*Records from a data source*
★ ★ ★

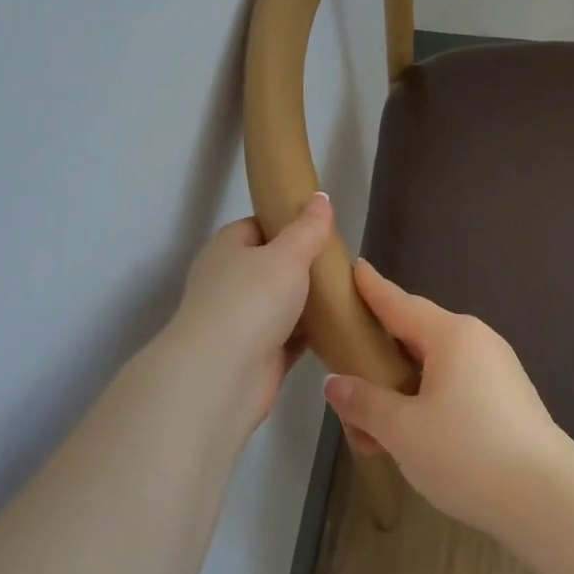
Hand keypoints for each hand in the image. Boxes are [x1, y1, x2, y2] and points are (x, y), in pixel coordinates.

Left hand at [166, 193, 333, 432]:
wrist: (223, 376)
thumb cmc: (251, 300)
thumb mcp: (287, 254)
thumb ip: (308, 228)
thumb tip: (321, 197)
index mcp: (227, 249)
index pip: (258, 226)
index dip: (288, 224)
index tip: (321, 228)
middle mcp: (229, 282)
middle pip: (273, 266)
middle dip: (305, 265)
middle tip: (343, 261)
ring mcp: (242, 321)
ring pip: (284, 303)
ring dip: (311, 301)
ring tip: (350, 290)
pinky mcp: (259, 355)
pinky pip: (291, 337)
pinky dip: (312, 333)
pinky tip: (342, 326)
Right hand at [324, 260, 573, 533]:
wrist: (548, 500)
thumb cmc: (468, 452)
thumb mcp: (403, 430)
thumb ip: (365, 403)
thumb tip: (336, 384)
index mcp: (451, 335)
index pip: (400, 303)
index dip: (373, 289)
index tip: (355, 267)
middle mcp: (476, 342)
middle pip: (416, 337)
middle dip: (380, 354)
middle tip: (345, 360)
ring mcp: (496, 371)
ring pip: (435, 369)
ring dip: (400, 390)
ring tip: (368, 424)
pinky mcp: (507, 401)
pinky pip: (455, 388)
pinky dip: (426, 404)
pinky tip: (408, 438)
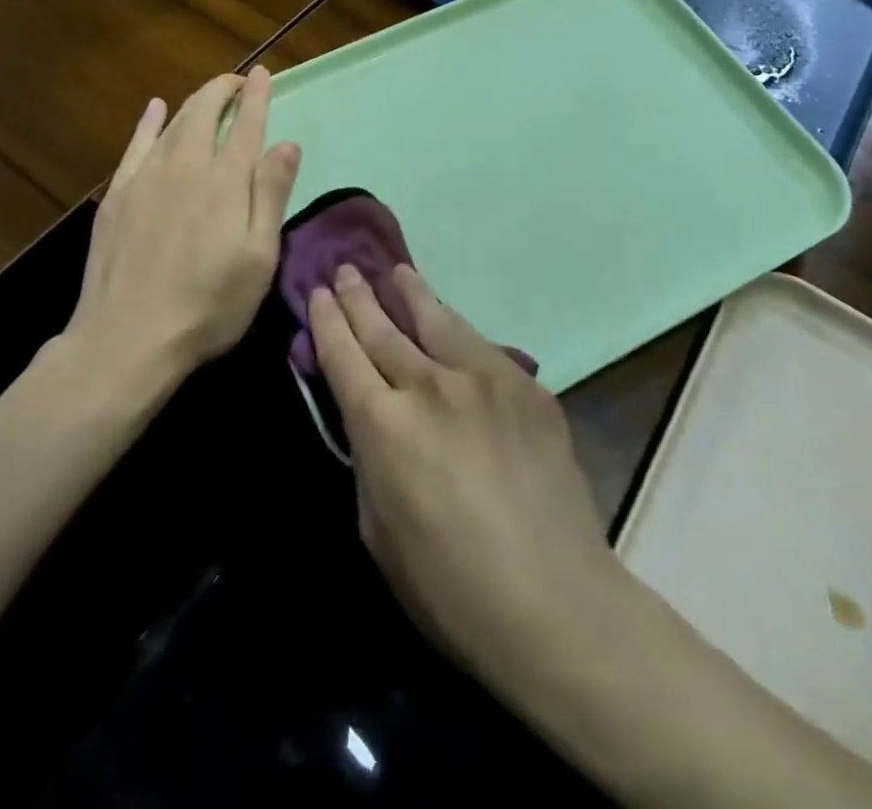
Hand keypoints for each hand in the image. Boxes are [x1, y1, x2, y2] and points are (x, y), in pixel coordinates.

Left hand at [70, 68, 301, 379]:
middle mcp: (185, 166)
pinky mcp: (117, 195)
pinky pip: (135, 145)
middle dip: (223, 89)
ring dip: (194, 102)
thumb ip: (270, 195)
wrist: (127, 337)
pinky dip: (148, 122)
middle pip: (204, 112)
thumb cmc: (208, 305)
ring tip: (209, 94)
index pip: (245, 124)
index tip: (263, 73)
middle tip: (238, 81)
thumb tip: (287, 143)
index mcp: (225, 181)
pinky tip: (154, 109)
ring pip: (173, 123)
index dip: (256, 96)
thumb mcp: (258, 257)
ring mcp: (145, 178)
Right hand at [309, 264, 617, 685]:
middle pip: (384, 328)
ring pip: (437, 319)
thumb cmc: (449, 586)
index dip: (326, 320)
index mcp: (383, 423)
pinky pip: (482, 348)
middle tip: (345, 270)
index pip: (343, 354)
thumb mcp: (377, 529)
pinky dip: (457, 332)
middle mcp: (430, 384)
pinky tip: (453, 327)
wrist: (554, 600)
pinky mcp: (527, 385)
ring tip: (397, 272)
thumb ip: (369, 458)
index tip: (317, 293)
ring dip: (411, 292)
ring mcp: (484, 377)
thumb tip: (372, 418)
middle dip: (358, 296)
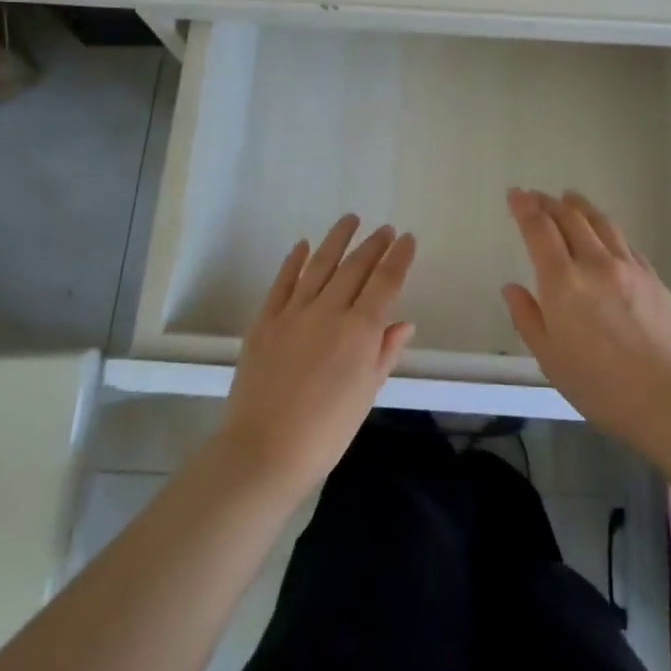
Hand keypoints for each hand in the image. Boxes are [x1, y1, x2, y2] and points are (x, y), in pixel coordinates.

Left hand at [220, 214, 416, 492]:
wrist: (264, 451)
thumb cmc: (326, 432)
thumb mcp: (366, 394)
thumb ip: (384, 352)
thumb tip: (403, 322)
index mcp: (359, 331)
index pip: (385, 282)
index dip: (398, 257)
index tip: (406, 238)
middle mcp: (329, 311)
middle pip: (355, 267)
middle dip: (373, 245)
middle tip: (384, 229)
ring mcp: (293, 313)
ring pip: (319, 265)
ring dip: (337, 239)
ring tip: (350, 219)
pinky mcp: (264, 321)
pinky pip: (282, 283)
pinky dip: (294, 261)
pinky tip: (303, 246)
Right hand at [502, 188, 670, 450]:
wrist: (670, 398)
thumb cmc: (600, 387)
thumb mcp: (550, 360)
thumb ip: (528, 318)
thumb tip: (512, 288)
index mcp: (563, 282)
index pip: (539, 230)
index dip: (524, 208)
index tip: (515, 194)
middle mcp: (595, 264)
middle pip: (570, 218)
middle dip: (548, 202)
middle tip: (536, 196)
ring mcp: (628, 267)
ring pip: (600, 223)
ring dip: (580, 206)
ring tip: (569, 197)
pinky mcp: (653, 277)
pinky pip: (624, 242)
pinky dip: (607, 229)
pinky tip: (605, 233)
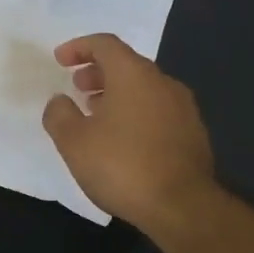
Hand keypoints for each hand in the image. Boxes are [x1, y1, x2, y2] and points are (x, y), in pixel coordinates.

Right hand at [41, 34, 219, 236]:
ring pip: (144, 88)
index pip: (104, 44)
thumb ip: (59, 114)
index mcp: (133, 74)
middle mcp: (162, 82)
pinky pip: (158, 110)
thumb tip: (59, 101)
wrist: (184, 208)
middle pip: (127, 64)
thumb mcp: (74, 141)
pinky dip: (136, 113)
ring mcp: (183, 108)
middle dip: (98, 71)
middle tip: (77, 87)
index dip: (79, 47)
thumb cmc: (122, 165)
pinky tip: (123, 140)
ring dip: (117, 94)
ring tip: (97, 115)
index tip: (60, 61)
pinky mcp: (194, 134)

★ ★ ★

What should be set down is every line from the opening of the records through the line that contains "middle pip: (273, 266)", exactly, with pictures left out.

Hand keypoints for each hand in the image. Boxes are [x1, y1, x2, y2] and points are (x, y), in pixel coordinates.

Left hand at [166, 193, 333, 432]:
wrist: (223, 376)
thumb cmc: (251, 300)
thumb mcp: (287, 254)
thumb ip: (308, 228)
thumb tip: (321, 197)
index mcp: (227, 249)
index pip: (258, 226)
index dip: (288, 224)
index tip: (321, 228)
middle mcp: (229, 282)
middle pip: (273, 266)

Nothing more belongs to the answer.